By Kevin Wilson: CNJ staff writer
Local movie fans are conceding “Avatar” is going to do well in Sunday’s Academy Awards. But they wouldn’t be surprised — and some would be hopeful — to see Kathryn Bigelow’s “The Hurt Locker” take Best Picture.
The two films are part of a 10-picture field up for this year’s best picture contest, and each has a bevy of other nods.
Will “Avatar” prevail with its immense computer-generated world, or will “The Hurt Locker” win Sunday night’s awards with its tale of wartime?
Freedom New Mexico found a group of people who love movies, and asked them about the Oscar field, what’s the best and what could be better.
The Oscars begin 6 p.m. Sunday on ABC.
Who we talked to:
• Paul Hunton is a parts manager at C&S Oil in Portales. He majored in broadcast production while in college and has directed a few short films.
• Addie Calkins, a senior at Eastern New Mexico University, said she and her friends pretty much converse using movie lines.
• Stephen Quinn of Clovis, a district judge, remembers his junior high days when he would walk from Marshall Junior High to the Lyceum and Mesa theaters to catch doubleheaders and the serials.
• Don Elder, a history professor at Eastern New Mexico University, catches himself in class and on the radio making more movie references than are necessary.
Hunton thinks no picture tops “The Hurt Locker,” which follows military explosives ordnance removal teams in Iraq.
“I thought ‘The Hurt Locker’ was the best movie that I’ve seen this year, from the standpoint that it covers all the bases,” said Hunton. “It tells a really timeless story about man and war and coming back to regular life, and how it’s tough for the transition to happen.”
Elder said one thing in the corner of “The Hurt Locker” is its director, Kathryn Bigelow.
“Having a female director for ‘The Hurt Locker’ changes things,” Elder said. “Hollywood always has liked to pat itself on the back for its social conscience.”

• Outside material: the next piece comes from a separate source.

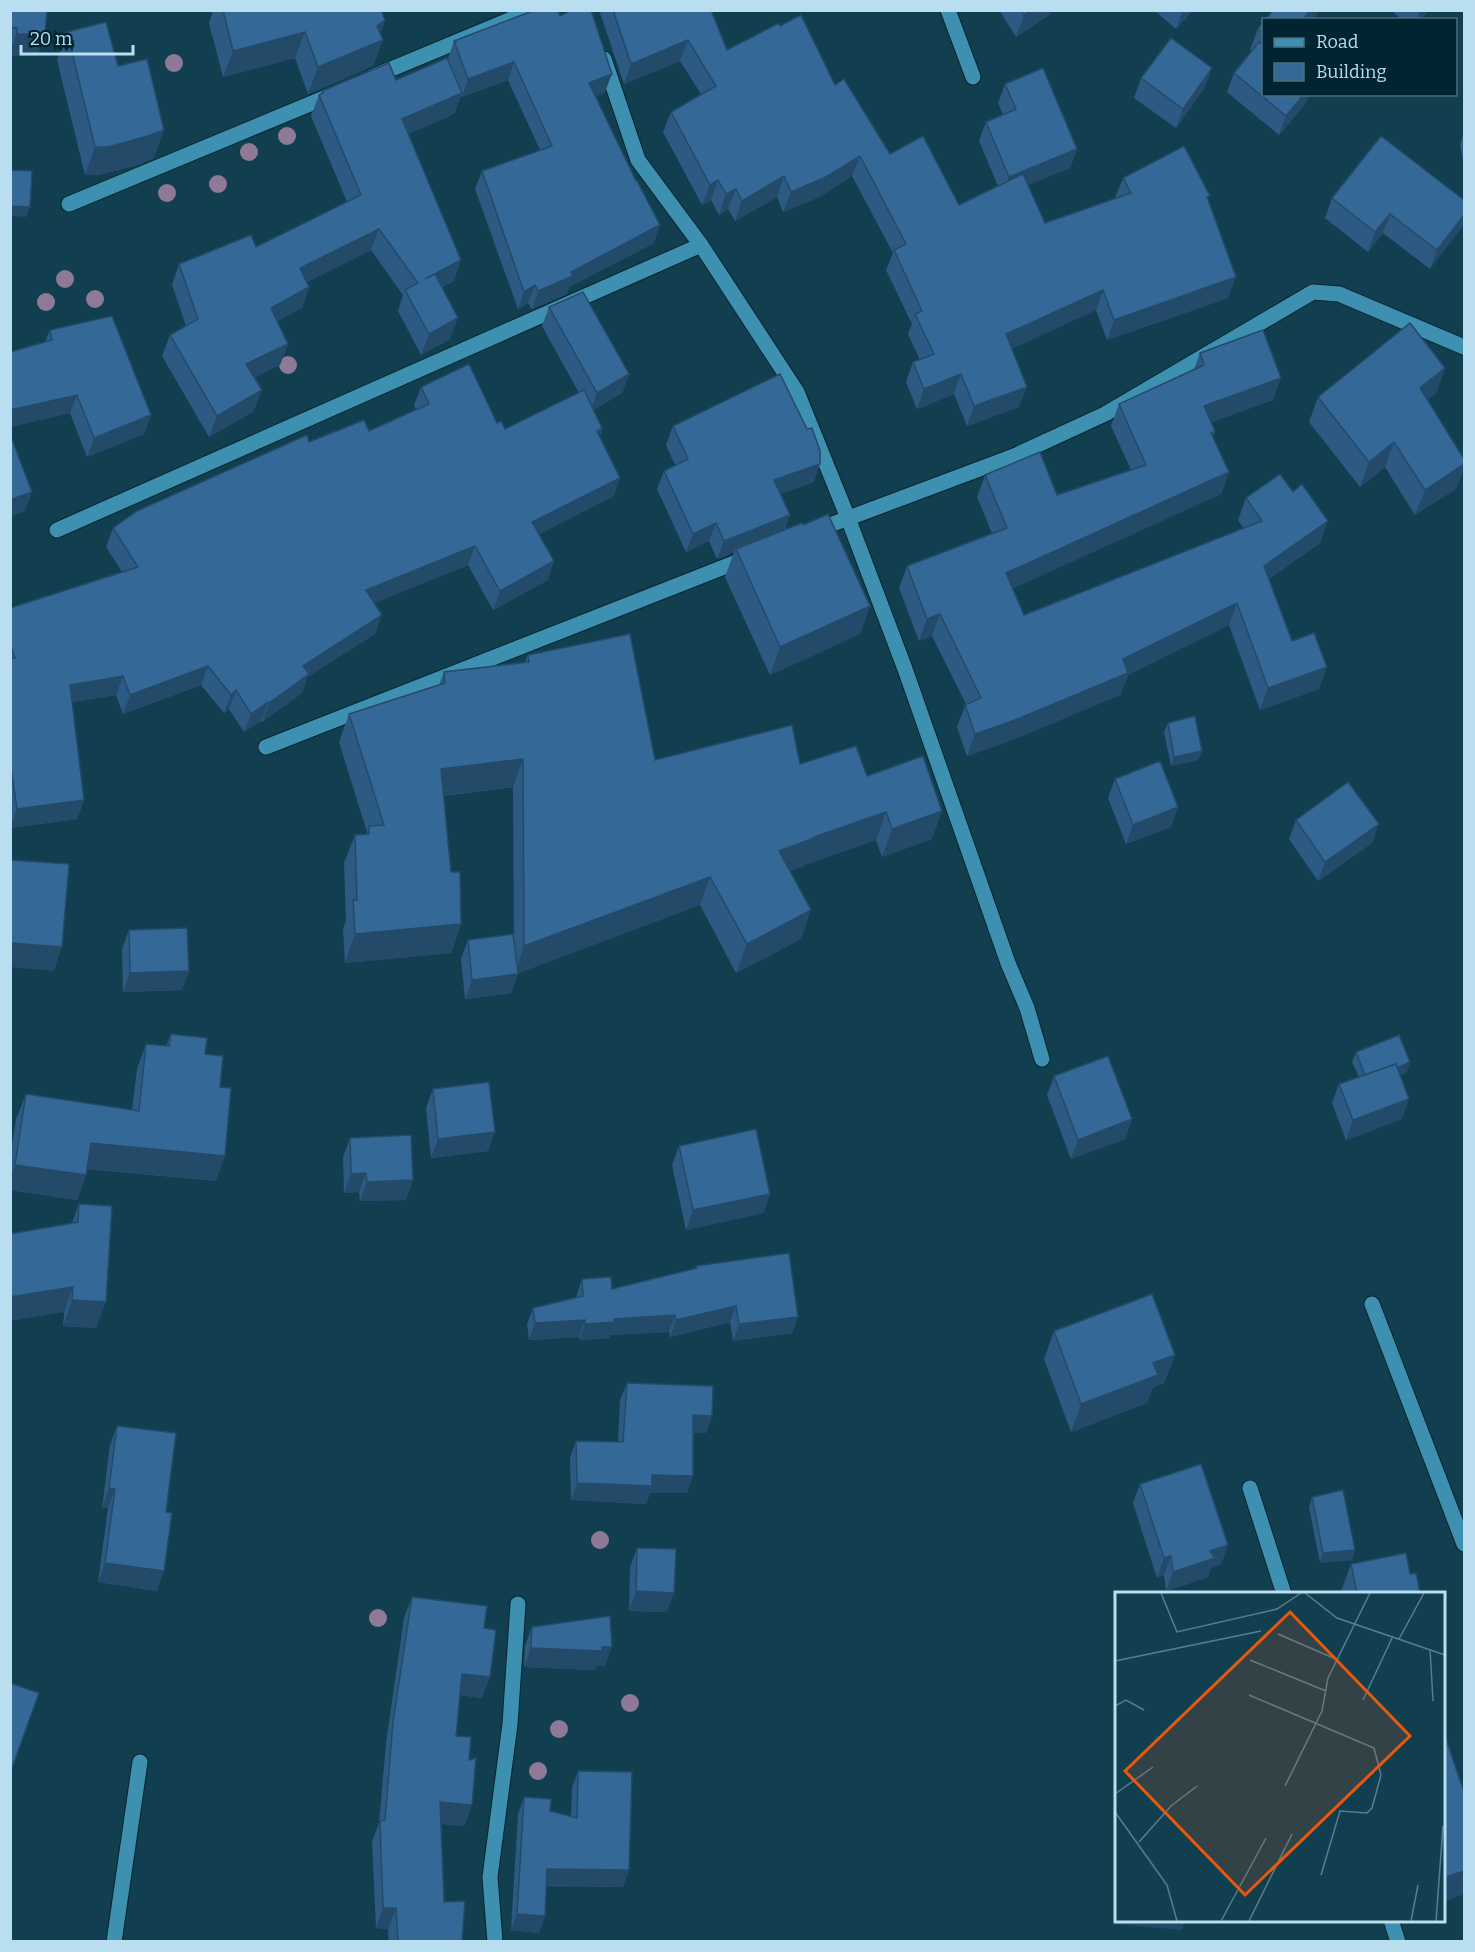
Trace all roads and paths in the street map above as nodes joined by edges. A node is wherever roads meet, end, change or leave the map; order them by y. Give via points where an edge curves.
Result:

What about ‘Avatar’: Calkins is a fan of other James Cameron works, and considers “Titanic” to be her favorite movie. That’s why — while conceding it’s neurotic — she refuses to see “Avatar,” which she calls a “money train” of special effects and not much story.
What story is there, Quinn said, is a classic tale at its roots.
“One of the things I kept thinking of was ‘Dances With Wolves,’” Quinn said. “The aborigines in their very simple existence, being intruded upon and attacked by the so-called educated, cultured people.”
Hunton related it to “The Last Samurai” for the same reason, but mockingly calls it “Pocahontas in the year 3000.”
On the other hand, Hunton said he paid to see it, twice, and he hopes that’s not a reason “Avatar” will get more acclaim than “The Hurt Locker,” which had a limited release.
“I want to say that sanity will prevail and ‘The Hurt Locker’ will sweep director, writing and best film categories,” Hunton said. “But whenever a film like ‘Avatar’ makes $1 billion for its industry, the industry will want to reward it, and what better reward than the Oscar.”
Calkins concedes that, but she doesn’t have to like it.
“Anyone will pay $9 to go see ‘G.I. Joe six times, and that helps the industry,” Calkins said. “But it’s still ‘G.I. Joe.’”
Bigger field: This year, the best picture field jumps from five nominees to 10. Consider Elder on the fence.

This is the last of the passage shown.